*** Begin section ***

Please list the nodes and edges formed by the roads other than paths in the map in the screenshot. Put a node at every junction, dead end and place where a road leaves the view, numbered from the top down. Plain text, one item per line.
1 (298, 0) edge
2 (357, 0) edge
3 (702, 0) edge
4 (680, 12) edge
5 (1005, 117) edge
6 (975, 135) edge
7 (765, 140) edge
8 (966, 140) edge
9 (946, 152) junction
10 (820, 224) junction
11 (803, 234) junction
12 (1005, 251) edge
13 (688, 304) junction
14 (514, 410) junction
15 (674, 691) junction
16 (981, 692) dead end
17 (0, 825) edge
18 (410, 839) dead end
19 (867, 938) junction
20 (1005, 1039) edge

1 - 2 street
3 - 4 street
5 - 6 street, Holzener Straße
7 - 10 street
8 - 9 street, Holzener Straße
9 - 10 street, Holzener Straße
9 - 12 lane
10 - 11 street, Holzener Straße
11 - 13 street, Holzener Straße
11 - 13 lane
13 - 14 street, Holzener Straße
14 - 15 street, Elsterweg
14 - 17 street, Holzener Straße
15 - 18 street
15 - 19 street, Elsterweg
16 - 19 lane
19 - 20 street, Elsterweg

*** End section ***

ABOUT THIS EXERCISE: The output should be the entire listing, exactly as it is.

TASK RESULT:
Please list the nodes and edges formed by the roads other than paths in the map in the screenshot. Put a node at every junction, dead end and place where a road leaves the view, numbered from the top down. Plain text, one item per line.
1 (298, 0) edge
2 (357, 0) edge
3 (702, 0) edge
4 (680, 12) edge
5 (1005, 117) edge
6 (975, 135) edge
7 (765, 140) edge
8 (966, 140) edge
9 (946, 152) junction
10 (820, 224) junction
11 (803, 234) junction
12 (1005, 251) edge
13 (688, 304) junction
14 (514, 410) junction
15 (674, 691) junction
16 (981, 692) dead end
17 (0, 825) edge
18 (410, 839) dead end
19 (867, 938) junction
20 (1005, 1039) edge

1 - 2 street
3 - 4 street
5 - 6 street, Holzener Straße
7 - 10 street
8 - 9 street, Holzener Straße
9 - 10 street, Holzener Straße
9 - 12 lane
10 - 11 street, Holzener Straße
11 - 13 street, Holzener Straße
11 - 13 lane
13 - 14 street, Holzener Straße
14 - 15 street, Elsterweg
14 - 17 street, Holzener Straße
15 - 18 street
15 - 19 street, Elsterweg
16 - 19 lane
19 - 20 street, Elsterweg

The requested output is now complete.